→ ENTRIES SHOWN:

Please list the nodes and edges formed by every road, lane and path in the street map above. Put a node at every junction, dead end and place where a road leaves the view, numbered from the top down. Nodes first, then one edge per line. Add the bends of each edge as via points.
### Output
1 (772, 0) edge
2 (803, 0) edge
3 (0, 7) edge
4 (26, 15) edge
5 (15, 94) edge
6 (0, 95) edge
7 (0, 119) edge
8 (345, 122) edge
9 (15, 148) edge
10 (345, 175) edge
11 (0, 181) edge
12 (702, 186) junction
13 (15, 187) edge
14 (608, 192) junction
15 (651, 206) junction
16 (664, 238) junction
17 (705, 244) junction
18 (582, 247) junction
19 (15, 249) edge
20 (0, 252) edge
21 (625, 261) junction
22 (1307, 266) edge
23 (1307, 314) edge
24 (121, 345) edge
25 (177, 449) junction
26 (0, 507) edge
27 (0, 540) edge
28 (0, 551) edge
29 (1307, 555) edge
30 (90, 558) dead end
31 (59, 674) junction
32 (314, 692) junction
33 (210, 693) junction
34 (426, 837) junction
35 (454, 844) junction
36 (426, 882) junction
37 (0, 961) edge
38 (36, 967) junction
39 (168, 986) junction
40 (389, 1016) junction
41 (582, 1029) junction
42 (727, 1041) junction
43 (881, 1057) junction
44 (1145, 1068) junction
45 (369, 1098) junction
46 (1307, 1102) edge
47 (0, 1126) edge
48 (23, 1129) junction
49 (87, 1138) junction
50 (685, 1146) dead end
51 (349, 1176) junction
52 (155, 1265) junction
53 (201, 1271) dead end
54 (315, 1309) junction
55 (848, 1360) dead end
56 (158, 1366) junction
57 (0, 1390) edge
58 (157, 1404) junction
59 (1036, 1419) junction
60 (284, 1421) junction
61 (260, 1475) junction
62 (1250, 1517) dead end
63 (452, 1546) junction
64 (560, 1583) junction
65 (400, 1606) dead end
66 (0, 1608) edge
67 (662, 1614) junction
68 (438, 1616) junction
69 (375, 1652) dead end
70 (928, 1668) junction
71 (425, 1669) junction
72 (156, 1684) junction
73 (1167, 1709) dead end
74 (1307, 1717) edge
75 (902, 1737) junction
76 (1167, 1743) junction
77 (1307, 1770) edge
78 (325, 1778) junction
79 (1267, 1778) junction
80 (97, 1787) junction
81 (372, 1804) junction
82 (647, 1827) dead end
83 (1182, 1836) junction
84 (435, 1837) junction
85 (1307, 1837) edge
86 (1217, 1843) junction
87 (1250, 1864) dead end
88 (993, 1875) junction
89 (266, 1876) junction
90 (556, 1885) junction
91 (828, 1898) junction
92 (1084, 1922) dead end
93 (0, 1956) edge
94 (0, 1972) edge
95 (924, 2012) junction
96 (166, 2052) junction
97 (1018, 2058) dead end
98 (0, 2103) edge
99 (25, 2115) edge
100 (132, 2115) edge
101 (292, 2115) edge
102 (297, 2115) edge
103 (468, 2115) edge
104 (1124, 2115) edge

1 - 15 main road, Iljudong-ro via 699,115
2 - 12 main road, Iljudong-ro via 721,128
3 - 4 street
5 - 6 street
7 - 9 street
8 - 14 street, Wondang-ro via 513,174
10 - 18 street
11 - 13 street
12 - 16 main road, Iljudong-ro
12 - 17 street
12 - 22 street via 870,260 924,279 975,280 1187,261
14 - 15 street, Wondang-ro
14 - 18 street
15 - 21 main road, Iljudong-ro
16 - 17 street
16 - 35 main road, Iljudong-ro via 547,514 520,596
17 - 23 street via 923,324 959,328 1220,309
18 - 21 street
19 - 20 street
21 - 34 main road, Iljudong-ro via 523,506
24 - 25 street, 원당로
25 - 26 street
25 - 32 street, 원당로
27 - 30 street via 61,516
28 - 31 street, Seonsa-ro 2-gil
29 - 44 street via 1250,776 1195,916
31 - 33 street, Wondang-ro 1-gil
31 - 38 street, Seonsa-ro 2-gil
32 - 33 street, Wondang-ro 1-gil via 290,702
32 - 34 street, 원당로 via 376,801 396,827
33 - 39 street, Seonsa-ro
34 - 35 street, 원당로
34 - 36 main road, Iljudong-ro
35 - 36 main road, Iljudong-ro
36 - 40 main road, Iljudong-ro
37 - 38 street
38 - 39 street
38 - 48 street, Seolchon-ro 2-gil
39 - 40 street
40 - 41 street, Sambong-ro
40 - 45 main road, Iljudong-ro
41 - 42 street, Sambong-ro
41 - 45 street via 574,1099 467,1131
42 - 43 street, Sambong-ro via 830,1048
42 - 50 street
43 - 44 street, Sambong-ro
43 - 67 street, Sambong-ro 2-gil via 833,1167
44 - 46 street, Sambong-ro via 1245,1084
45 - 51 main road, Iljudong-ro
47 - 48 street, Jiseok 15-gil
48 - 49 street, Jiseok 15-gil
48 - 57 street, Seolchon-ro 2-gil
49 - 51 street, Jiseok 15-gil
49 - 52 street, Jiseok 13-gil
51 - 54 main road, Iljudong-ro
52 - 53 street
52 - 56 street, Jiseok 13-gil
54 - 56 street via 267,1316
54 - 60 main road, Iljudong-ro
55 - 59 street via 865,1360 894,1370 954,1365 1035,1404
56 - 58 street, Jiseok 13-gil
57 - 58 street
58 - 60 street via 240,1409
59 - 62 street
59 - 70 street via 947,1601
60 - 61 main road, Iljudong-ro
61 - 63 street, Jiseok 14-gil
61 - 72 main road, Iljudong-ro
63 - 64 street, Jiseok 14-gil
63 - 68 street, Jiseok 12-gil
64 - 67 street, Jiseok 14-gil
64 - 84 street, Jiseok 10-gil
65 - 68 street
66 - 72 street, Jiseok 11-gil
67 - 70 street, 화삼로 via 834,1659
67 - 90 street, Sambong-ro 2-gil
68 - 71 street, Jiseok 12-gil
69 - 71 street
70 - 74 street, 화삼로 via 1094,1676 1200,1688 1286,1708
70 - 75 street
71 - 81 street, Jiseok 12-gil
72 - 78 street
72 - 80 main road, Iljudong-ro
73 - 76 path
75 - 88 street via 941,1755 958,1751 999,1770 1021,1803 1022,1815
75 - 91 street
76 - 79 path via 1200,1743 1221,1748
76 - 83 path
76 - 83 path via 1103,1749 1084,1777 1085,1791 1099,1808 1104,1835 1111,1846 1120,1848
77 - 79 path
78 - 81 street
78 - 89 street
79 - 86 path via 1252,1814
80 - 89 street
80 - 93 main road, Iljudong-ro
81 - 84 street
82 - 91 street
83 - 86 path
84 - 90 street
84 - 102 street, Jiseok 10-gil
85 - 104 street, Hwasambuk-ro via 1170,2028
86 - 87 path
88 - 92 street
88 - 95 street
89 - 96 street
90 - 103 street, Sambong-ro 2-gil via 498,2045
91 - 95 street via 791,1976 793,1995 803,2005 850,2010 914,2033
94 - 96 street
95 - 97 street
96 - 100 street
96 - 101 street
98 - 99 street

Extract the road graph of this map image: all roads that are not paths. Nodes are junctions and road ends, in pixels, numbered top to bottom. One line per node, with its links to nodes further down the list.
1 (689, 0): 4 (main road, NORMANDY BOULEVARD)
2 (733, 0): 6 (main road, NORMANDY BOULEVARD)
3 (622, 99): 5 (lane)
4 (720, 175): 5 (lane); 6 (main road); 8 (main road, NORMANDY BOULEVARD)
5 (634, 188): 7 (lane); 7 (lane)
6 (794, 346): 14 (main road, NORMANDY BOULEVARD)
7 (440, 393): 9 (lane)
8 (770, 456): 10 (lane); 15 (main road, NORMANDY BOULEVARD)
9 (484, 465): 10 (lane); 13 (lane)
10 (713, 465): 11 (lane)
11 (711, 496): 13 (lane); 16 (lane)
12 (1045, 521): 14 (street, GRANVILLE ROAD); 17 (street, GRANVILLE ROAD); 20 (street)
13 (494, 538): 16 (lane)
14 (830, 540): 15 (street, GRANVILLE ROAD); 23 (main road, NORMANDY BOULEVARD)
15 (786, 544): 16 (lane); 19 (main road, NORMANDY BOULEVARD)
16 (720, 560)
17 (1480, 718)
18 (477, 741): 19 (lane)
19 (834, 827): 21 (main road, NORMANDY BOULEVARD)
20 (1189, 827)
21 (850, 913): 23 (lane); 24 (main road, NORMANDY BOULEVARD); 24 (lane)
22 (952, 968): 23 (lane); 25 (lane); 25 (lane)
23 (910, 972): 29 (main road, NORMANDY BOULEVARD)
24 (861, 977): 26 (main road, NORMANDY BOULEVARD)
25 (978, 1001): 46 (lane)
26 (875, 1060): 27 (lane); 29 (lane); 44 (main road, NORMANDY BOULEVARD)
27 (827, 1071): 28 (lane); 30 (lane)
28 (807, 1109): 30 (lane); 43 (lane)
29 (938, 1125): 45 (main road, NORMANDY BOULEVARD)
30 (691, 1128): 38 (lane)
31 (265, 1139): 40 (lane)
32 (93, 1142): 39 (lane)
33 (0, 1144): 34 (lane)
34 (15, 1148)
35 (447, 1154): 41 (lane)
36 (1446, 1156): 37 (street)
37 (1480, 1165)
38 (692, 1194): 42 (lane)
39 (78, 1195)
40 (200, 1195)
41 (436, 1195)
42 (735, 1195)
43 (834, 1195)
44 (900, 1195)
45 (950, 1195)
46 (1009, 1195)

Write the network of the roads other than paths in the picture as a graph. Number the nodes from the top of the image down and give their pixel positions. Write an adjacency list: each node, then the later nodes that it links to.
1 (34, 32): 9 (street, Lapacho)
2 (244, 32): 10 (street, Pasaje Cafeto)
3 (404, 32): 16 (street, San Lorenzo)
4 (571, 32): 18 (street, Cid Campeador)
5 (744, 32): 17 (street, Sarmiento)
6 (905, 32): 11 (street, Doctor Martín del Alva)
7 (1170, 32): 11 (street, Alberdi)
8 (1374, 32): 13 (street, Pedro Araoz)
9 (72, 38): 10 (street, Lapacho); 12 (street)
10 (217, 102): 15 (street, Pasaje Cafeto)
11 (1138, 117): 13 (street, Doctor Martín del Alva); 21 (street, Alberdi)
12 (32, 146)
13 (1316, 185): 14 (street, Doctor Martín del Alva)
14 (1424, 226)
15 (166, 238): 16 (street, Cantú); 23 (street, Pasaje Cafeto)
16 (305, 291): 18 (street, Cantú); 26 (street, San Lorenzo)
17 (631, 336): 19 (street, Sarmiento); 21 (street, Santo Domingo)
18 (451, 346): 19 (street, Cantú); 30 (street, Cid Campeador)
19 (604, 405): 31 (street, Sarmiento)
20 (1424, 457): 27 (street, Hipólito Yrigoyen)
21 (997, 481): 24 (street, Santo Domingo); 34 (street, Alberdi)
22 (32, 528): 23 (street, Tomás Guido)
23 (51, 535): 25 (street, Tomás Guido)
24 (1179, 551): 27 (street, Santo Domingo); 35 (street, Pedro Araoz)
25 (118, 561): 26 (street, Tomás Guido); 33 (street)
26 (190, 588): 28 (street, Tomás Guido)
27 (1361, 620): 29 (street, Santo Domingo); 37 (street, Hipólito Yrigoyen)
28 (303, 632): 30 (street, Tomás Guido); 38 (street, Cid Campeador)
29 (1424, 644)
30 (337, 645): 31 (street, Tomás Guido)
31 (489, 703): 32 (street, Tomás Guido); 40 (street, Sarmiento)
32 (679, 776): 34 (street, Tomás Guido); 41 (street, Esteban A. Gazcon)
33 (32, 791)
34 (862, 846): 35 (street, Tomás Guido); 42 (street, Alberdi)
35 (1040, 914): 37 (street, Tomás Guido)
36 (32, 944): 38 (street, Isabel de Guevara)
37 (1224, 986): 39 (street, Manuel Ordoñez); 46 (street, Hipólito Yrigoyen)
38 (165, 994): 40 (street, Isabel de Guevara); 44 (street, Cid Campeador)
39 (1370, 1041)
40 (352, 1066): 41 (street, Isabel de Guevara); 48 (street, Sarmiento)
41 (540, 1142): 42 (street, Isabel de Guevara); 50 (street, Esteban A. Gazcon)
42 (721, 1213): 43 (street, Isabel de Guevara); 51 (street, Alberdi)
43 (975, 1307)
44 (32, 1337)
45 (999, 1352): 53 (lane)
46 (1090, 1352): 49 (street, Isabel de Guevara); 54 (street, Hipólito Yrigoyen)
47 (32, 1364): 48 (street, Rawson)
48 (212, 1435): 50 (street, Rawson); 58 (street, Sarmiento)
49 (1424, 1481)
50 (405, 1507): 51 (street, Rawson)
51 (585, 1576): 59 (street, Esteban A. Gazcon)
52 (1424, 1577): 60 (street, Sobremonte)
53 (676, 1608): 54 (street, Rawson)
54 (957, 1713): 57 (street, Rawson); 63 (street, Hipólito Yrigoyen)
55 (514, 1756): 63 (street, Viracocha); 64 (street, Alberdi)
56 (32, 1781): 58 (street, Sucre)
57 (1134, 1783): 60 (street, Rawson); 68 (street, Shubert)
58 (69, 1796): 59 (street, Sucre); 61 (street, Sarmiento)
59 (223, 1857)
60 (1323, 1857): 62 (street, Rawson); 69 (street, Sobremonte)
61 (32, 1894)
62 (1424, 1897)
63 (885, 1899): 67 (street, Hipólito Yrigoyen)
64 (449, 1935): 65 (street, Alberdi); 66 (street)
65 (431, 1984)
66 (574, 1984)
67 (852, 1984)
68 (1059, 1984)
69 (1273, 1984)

→ ACTIVITY: Search the preceding listing for "Araoz", then copy every line that holds it.

→ RESPONSE TO THE EXERCISE:
8 (1374, 32): 13 (street, Pedro Araoz)
24 (1179, 551): 27 (street, Santo Domingo); 35 (street, Pedro Araoz)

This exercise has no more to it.